Leverage ‘digital’ to the maximum
From getting a brand-new Maybach delivered to your doorstep with a few taps and swipes to doing a virtual property tour before making a real estate investment, digitality is what intensifies customer experience. Well, going digital involves a lot of factors that can influence the direct selling sector, from empowering its distributor force to improving customer relationships.
Direct selling beauty and cosmetic brands have set examples of compelling digital experience through an application that can help identify customers find out what category their skin falls under, based on which they could choose from the range of products that the brand has got to offer.
When a brand tells me that I need an SPF 50 sunscreen for the amount of sunlight I am exposed to every day, with the information I key in, it is like having an invisible friend helping me find solution to a problem I never knew I had.
Incentivizing customers
A happy customer could be a brand loyalist who can do word of mouth marketing, the powerful of it all. Brand recommendations from a satisfied user could do wonders for sales in the online and offline storefront. To keep up the customer’s spirits and spread the fire to new corners, incentivizing customers is an ideal way. This could not only elevate the customer experience but also increase a customer’s affinity towards the brand that would lead to lasting customer relationships.
Smooth handling of customer grievances
When a customer makes a support call, the first thing they expect from the service assistant is to listen to their concern patiently. The customer might be agitated or upset, recognize their tone, make them understand that you have understood the situation, assure them that their concern is your priority and stick to the deadline you promised to the customer to resolve the issue.
Encourage customers to complain, which is an ideal way for you to assess your performance. Also, non-complaining but dissatisfied customers leave the brand and move to substitutes. When a customer complaint is handled efficiently delivering quick and effective results, the customer makes a lasting impression about the brand which boosts the brand integrity.
Product return management
When a product is returned, online or offline, there is a percentage of disappointment that is evident. Minimizing the chances of returns is given prime importance by most direct selling companies operating in the ecommerce model but however, when a product return is given, make it a point to understand every nitty-gritty about the customer’s choice regarding the next product that is expected to be delivered to them.

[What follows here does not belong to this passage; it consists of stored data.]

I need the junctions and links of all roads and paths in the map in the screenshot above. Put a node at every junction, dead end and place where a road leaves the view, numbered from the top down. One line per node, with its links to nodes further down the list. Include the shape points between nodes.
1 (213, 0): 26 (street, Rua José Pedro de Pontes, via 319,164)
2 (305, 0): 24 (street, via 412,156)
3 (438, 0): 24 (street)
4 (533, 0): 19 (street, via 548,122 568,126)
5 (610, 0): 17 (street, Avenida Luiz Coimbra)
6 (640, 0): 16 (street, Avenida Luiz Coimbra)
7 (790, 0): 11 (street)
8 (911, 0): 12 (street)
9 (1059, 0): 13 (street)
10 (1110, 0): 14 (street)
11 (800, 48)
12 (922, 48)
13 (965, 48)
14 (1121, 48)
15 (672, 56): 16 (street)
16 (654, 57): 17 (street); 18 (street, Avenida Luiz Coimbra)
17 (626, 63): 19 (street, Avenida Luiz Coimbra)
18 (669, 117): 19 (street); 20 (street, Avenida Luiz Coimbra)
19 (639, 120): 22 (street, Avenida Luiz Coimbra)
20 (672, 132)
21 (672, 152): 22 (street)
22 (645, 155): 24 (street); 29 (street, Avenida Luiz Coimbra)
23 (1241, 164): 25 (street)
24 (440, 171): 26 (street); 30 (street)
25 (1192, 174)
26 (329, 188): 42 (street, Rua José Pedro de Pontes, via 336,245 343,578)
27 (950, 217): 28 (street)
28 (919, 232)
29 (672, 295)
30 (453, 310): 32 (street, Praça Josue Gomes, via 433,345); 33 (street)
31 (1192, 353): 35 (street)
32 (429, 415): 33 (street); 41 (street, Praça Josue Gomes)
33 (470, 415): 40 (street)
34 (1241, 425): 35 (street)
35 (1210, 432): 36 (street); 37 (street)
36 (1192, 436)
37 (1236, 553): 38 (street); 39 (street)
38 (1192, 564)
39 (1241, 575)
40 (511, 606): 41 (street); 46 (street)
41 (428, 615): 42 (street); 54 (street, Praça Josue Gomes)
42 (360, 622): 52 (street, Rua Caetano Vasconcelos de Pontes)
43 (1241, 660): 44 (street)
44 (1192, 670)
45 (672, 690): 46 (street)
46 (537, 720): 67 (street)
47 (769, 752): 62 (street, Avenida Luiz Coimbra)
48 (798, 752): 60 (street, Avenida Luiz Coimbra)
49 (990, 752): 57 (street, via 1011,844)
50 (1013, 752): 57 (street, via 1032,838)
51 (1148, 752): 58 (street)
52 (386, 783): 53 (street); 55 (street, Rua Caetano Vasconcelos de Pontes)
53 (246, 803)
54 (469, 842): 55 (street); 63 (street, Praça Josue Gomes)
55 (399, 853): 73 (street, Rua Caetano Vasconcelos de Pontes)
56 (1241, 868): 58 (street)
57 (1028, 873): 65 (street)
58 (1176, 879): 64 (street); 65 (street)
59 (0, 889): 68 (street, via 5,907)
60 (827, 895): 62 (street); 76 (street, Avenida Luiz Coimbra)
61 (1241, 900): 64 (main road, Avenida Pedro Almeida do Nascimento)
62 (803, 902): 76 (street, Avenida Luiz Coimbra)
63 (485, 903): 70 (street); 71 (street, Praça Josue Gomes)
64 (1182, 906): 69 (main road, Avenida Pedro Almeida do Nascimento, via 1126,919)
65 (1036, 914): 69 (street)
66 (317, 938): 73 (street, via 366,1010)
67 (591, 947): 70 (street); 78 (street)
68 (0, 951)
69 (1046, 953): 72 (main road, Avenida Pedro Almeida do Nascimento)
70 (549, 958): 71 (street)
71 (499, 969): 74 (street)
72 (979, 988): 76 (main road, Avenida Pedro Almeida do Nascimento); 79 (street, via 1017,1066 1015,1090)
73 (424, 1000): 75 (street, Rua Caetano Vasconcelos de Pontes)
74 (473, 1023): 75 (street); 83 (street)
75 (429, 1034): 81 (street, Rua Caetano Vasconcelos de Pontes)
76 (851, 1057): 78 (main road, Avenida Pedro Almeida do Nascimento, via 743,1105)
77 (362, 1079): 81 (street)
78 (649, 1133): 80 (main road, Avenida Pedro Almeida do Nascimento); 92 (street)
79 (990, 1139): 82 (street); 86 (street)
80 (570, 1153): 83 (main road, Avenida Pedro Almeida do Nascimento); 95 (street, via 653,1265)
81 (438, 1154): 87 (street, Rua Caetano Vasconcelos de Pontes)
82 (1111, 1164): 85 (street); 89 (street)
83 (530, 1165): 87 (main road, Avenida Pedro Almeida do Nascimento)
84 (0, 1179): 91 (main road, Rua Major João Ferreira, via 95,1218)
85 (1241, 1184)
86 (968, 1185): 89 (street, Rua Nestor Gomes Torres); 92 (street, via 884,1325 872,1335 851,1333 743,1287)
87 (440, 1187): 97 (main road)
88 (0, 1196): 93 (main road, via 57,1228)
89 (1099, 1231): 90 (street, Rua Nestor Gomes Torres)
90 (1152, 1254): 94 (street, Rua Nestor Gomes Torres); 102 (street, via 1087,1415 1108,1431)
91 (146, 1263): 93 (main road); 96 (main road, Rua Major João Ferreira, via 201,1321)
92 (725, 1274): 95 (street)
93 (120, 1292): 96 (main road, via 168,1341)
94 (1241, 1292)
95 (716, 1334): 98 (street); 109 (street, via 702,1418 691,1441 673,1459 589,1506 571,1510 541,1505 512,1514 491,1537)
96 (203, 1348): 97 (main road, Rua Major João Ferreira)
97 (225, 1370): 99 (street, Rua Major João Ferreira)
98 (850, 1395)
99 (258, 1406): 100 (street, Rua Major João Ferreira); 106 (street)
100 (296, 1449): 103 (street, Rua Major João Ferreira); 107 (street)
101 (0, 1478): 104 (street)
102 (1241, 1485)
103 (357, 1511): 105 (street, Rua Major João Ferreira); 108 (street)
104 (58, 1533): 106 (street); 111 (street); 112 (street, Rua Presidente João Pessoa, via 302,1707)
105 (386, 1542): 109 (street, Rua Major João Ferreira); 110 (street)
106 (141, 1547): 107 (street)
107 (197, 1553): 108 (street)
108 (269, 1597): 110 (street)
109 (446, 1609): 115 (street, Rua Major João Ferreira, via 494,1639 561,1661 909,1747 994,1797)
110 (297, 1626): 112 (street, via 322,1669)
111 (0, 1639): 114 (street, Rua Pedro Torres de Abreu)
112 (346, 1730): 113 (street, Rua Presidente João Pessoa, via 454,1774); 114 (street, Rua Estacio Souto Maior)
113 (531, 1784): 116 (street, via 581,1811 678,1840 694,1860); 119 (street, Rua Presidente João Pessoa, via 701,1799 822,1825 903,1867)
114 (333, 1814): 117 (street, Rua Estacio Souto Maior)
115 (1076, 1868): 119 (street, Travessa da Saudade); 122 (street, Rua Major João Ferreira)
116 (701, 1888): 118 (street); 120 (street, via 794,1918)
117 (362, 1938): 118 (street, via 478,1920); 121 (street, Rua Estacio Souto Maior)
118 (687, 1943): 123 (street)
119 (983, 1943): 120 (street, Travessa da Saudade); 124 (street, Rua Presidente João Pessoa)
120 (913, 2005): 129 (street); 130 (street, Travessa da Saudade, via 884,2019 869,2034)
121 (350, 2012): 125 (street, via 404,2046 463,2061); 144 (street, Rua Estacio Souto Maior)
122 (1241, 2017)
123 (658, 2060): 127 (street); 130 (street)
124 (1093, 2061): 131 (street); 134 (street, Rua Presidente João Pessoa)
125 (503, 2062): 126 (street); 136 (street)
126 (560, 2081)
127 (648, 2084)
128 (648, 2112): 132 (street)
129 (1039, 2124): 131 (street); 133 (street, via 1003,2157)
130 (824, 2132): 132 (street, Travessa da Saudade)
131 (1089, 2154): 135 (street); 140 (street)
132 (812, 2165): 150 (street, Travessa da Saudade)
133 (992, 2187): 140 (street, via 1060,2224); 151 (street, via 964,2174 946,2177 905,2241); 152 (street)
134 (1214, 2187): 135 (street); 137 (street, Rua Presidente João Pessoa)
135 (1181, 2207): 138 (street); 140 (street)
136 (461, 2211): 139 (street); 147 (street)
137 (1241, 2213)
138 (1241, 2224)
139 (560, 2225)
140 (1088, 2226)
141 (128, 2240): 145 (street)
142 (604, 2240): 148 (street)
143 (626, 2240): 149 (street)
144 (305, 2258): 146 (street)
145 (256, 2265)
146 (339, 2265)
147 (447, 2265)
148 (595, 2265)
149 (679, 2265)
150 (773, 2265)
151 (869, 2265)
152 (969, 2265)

Make it a point to update and manage your inventory with what is available and what is not to ensure that customer experience is maximized and return rates are minimized.
Elevated experience
With direct selling businesses finding their way out of the inflection point by implementing cutting-edge strategies to create a new saga of success and growth, compelling customer experience is indeed a necessity for the industry to churn new business possibilities. Understanding customer priorities and empathizing with their preferences is one way to intensify customer engagement.
When I browse through an ecommerce site and exit without adding any items to the cart or making a purchase, I would later get an email asking how my browsing experience was. This small yet crucial gesture makes me feel that my presence in their digital storefront is counted as important. And therefore, my affinity towards the brand is sure to hit a high.
Similarly, when a brand is all eyes and ears to cater to every significant need of its customers, there unfolds an impeccable customer experience, an asset for direct selling brands to conquer better heights.